### [THE TASK]
Go through the records and copy each line where the word "Rehbockstraße" occurs.
==*==
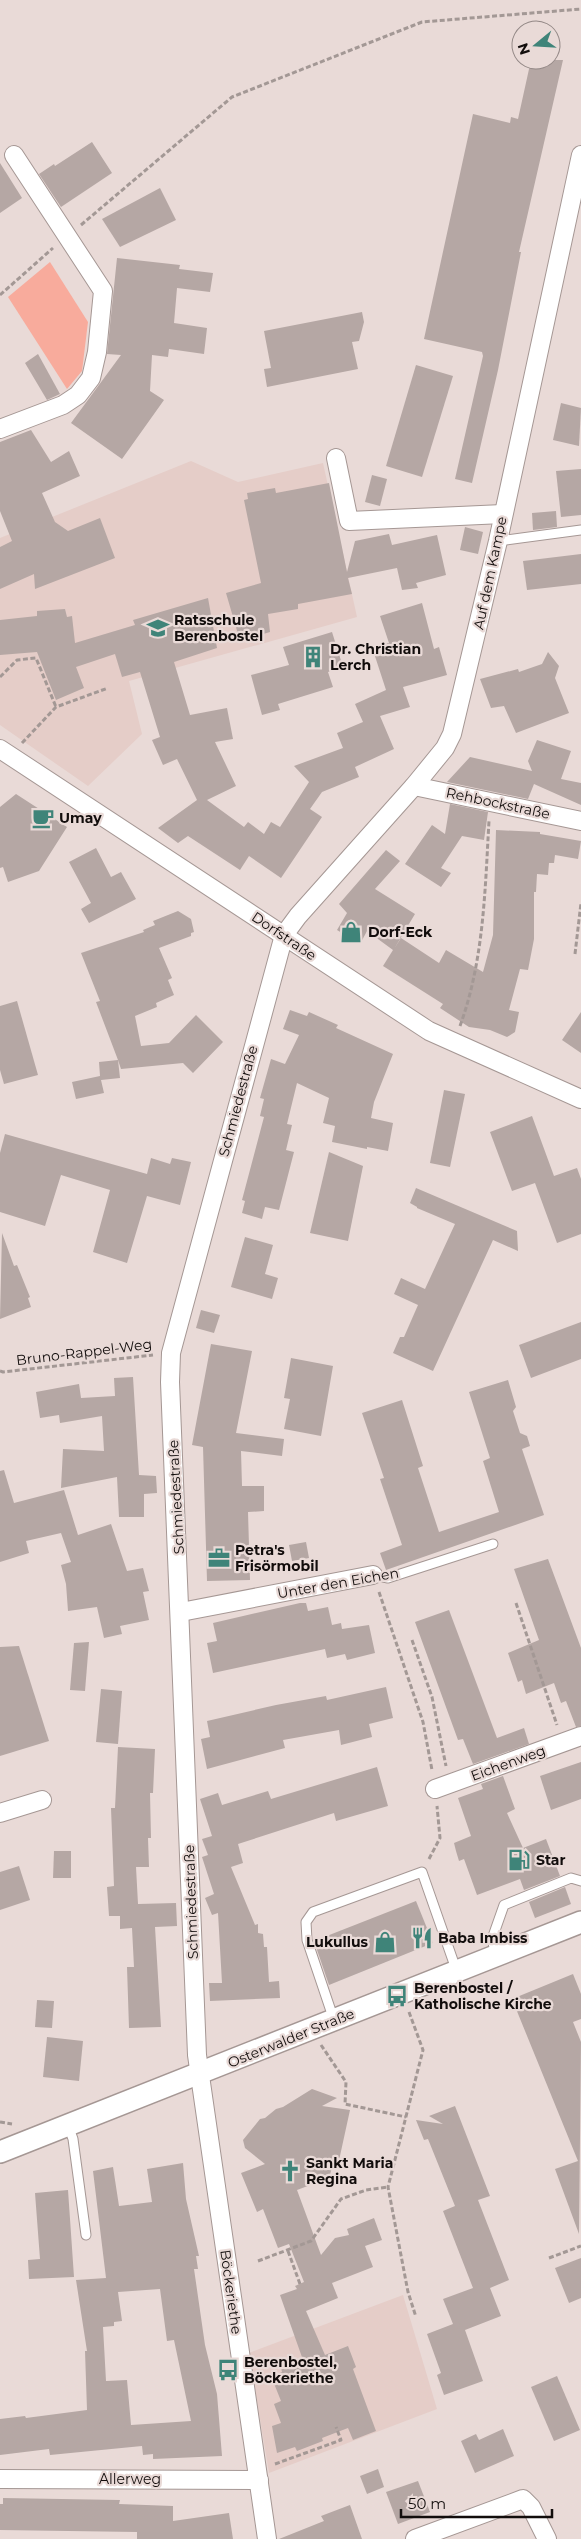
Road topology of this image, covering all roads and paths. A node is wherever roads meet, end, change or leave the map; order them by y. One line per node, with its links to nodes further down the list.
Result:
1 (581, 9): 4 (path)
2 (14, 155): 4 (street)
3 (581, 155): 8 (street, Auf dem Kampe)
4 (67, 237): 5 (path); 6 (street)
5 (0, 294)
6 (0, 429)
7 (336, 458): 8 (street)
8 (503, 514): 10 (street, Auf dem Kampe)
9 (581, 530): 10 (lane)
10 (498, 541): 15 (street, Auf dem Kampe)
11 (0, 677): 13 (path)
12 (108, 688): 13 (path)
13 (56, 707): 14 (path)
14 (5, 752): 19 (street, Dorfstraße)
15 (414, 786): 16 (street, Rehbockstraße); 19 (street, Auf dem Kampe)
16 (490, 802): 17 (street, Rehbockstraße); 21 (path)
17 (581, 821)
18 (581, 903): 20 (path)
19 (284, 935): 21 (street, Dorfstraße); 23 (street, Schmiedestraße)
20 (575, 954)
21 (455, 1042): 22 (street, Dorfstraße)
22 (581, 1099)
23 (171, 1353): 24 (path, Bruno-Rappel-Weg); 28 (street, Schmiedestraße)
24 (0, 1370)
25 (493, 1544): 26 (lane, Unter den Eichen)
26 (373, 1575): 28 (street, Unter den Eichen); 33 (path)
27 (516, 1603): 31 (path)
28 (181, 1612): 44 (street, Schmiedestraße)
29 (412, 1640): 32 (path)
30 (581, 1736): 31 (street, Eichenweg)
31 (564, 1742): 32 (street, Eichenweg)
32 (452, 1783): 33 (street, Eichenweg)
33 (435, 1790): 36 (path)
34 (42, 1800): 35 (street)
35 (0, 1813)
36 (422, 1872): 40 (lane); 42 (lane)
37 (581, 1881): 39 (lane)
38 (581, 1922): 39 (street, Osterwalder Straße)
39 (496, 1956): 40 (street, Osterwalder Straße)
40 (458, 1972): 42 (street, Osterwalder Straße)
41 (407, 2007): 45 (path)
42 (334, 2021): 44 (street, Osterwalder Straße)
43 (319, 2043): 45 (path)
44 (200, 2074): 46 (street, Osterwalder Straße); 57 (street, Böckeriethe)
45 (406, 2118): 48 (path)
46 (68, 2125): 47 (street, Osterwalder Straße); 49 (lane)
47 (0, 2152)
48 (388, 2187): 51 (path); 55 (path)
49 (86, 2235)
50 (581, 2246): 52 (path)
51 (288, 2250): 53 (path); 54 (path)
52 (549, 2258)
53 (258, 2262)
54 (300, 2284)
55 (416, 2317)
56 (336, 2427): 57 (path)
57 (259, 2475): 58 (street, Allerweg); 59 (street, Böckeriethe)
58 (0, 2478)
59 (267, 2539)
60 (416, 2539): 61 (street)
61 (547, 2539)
==*==
### [RESULT]
15 (414, 786): 16 (street, Rehbockstraße); 19 (street, Auf dem Kampe)
16 (490, 802): 17 (street, Rehbockstraße); 21 (path)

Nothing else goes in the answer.